Sachs est aussi torturé qu'il est réfléchi dans son métier, et c'est ce décalage qu'illustrent ces 650 pages d'une intelligence rare. On atteint des sommets en termes d'incarnation : réussir à incarner plus d'une centaine de personnages différents - à la première personne, et en l'espace de quelques pages à peine à chaque fois - relève de la prouesse littéraire. A chaque nouveau chapitre, c'est avec un intérêt renouvelé que le lecteur cerne au fil des réflexions le personnage auquel il se trouve confronté. Vieux ronchon, jeune idéaliste, malade chronique ou néophyte du jargon médical, parent débordé ou veuf isolé, tous reflètent des questionnements universels sur la maladie, la mort, ce qui compte dans l'existence ou du moins ce qui devrait compter, tous donnent aussi à voir la vie d'un petit village, la réalité des déserts médicaux. 

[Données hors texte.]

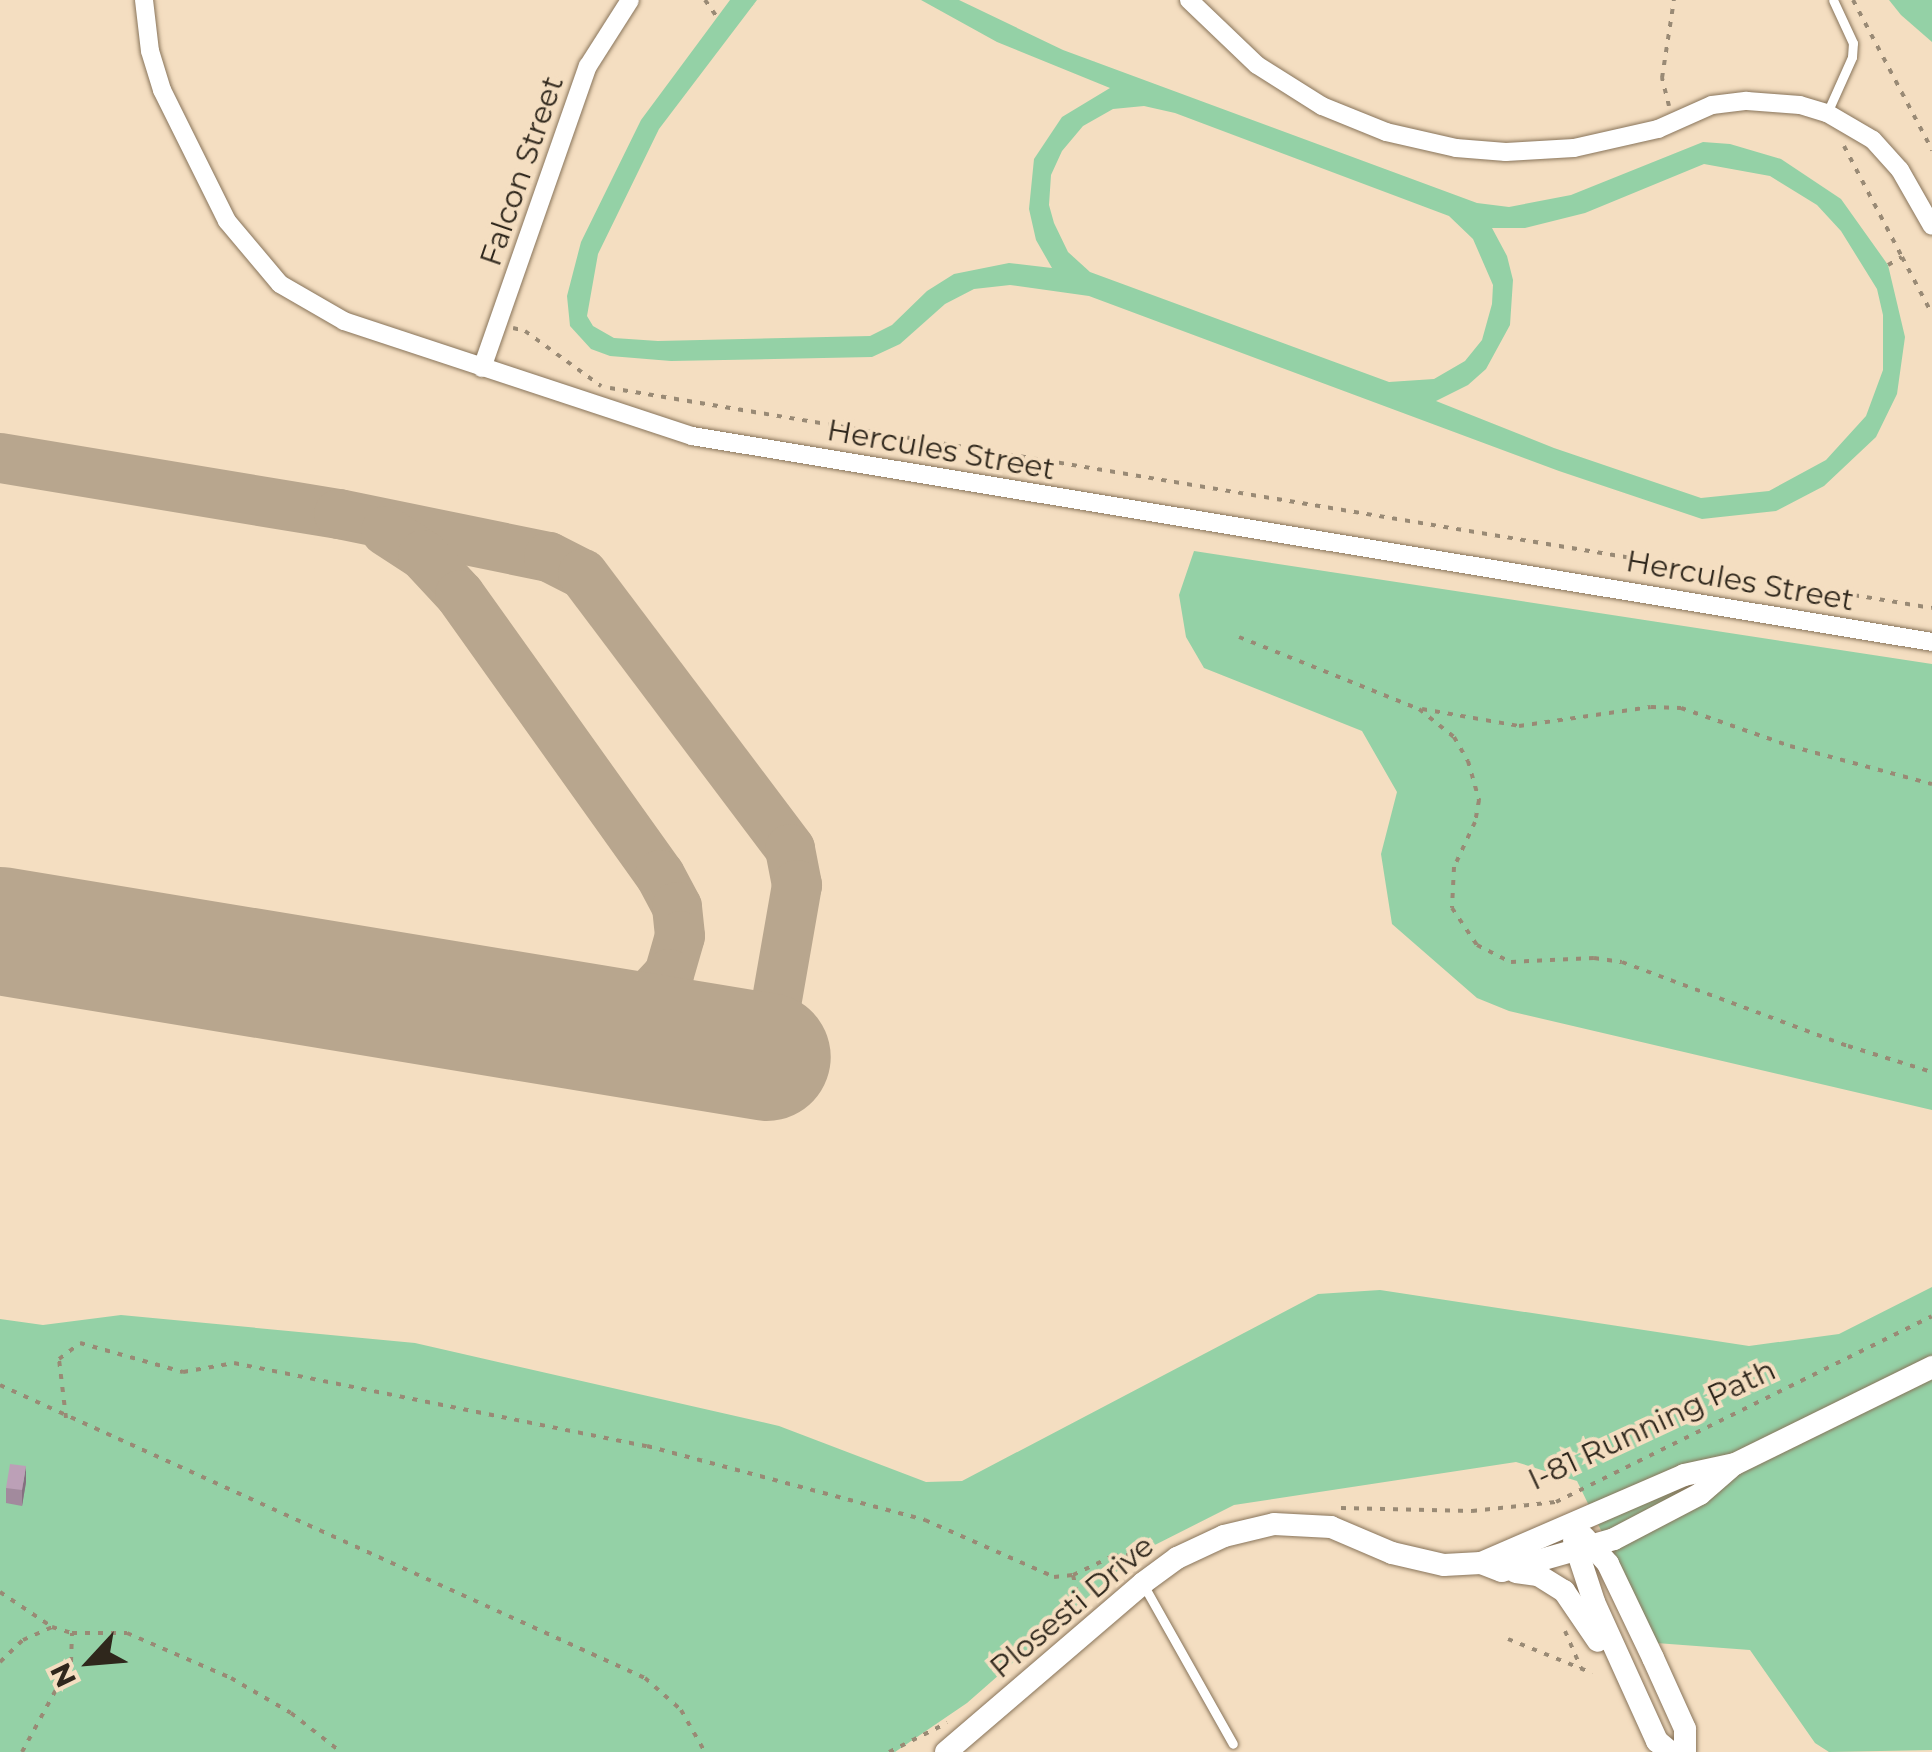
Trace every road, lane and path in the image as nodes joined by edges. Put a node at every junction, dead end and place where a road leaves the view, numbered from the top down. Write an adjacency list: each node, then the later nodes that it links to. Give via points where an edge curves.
1 (144, 0): 18 (street, Hercules Street, via 162,90 252,256 280,284 344,321)
2 (630, 0): 17 (street, Falcon Street, via 588,66)
3 (705, 0): 8 (path)
4 (1189, 0): 10 (street, via 1227,40 1290,88 1386,132 1456,148 1536,152 1601,144)
5 (1674, 0): 10 (path, via 1662,78)
6 (1833, 0): 9 (lane, via 1854,43)
7 (1853, 0): 12 (path)
8 (718, 17)
9 (1827, 114): 10 (street, via 1747,101 1712,105); 13 (street, via 1873,140)
10 (1674, 123)
11 (1844, 145): 14 (path)
12 (1932, 150)
13 (1932, 226)
14 (1902, 257): 15 (path); 16 (path)
15 (1888, 264)
16 (1932, 314)
17 (498, 323): 18 (street, Falcon Street); 19 (path, via 525,331 601,386)
18 (482, 368): 21 (street, Hercules Street, via 692,436)
19 (1932, 608)
20 (1238, 637): 22 (path)
21 (1932, 642)
22 (1419, 709): 23 (path, via 1519,726 1681,708); 24 (path, via 1454,738 1477,785 1474,822 1451,887 1456,920 1477,945 1511,962 1622,962)
23 (1932, 784)
24 (1932, 1072)
25 (1932, 1316): 30 (path, I-81 Running Path, via 1556,1502 1472,1512)
26 (1932, 1367): 29 (street, Plosesti Drive)
27 (0, 1386): 28 (path)
28 (66, 1418): 35 (path, via 58,1370 72,1346 183,1372 234,1364 717,1464 925,1520 1054,1577); 48 (path, via 645,1678 681,1710)
29 (1735, 1464): 31 (street, Plosesti Drive, via 1684,1476); 32 (street, Plosesti Drive, via 1700,1494)
30 (1328, 1508)
31 (1571, 1523): 32 (street); 33 (street, Plosesti Drive)
32 (1584, 1550): 33 (street, Plosesti Drive); 42 (street); 51 (street, via 1608,1564 1686,1729)
33 (1492, 1567): 34 (street, Plosesti Drive, via 1392,1553 1330,1527 1274,1524 1224,1536); 42 (street, via 1538,1574 1564,1591)
34 (1143, 1572): 35 (path, via 1154,1554 1113,1556); 44 (street, Plosesti Drive); 45 (lane)
35 (1074, 1574): 37 (path, via 1081,1616)
36 (0, 1592): 38 (path)
37 (1093, 1605)
38 (52, 1627): 39 (path); 41 (path, via 22,1640)
39 (72, 1633): 46 (path, via 70,1662); 47 (path, via 127,1633 231,1678)
40 (1508, 1638): 43 (path)
41 (0, 1662)
42 (1624, 1668): 50 (street, via 1657,1741)
43 (1592, 1673)
44 (953, 1742): 49 (path)
45 (1232, 1744)
46 (22, 1752)
47 (341, 1752)
48 (705, 1752)
49 (889, 1752)
50 (1670, 1752)
51 (1685, 1752)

C'est un roman splendide, dense, que l'on découvre par petits bouts pour bien en savourer la richesse et la diversité. On ne peut que comprendre, au vu de la diversité des modes de narration, des formats, des personnages et des thématiques, pourquoi ce roman paru il y a 20 ans déjà demeure une référence, un de ces ouvrages que l'on se recommande avec ferveur au bouche-à-oreille et qui a fait un passage sur la table de chevet d'un grand nombre de lecteurs. On ne peut que saluer la sensibilité incroyable d'un écrivain indéniablement présent à travers la pertinence de son raisonnement, mais qui sait s'effacer pour laisser toute leur place à ses personnages, et la flexibilité de sa plume, qui se prête aussi bien aux soliloques sans queue ni tête de ceux qui commencent un peu à perdre la tête qu'aux raisonnements scientifiques ou aux plaintes les plus déconstruites. 

Je ne saurais trop que vous recommander ce petit pavé, qui illustre d'une façon aussi unique que mémorable le sens du mot "humanité", ainsi que celle d'un autre roman de l'auteur que j'ai relu récemment et qui m'a une nouvelle fois profondément marquée, Le Choeur des Femmes, avec de nouveaux personnages incroyablement vrais et touchants, de nouvelles histoires toutes simples et tellement justes, de nouveaux propos nécessaires et brûlants d'actualité sur ce qu'est la médecine, ce qu'elle devrait être, ce qu'elle pourrait être.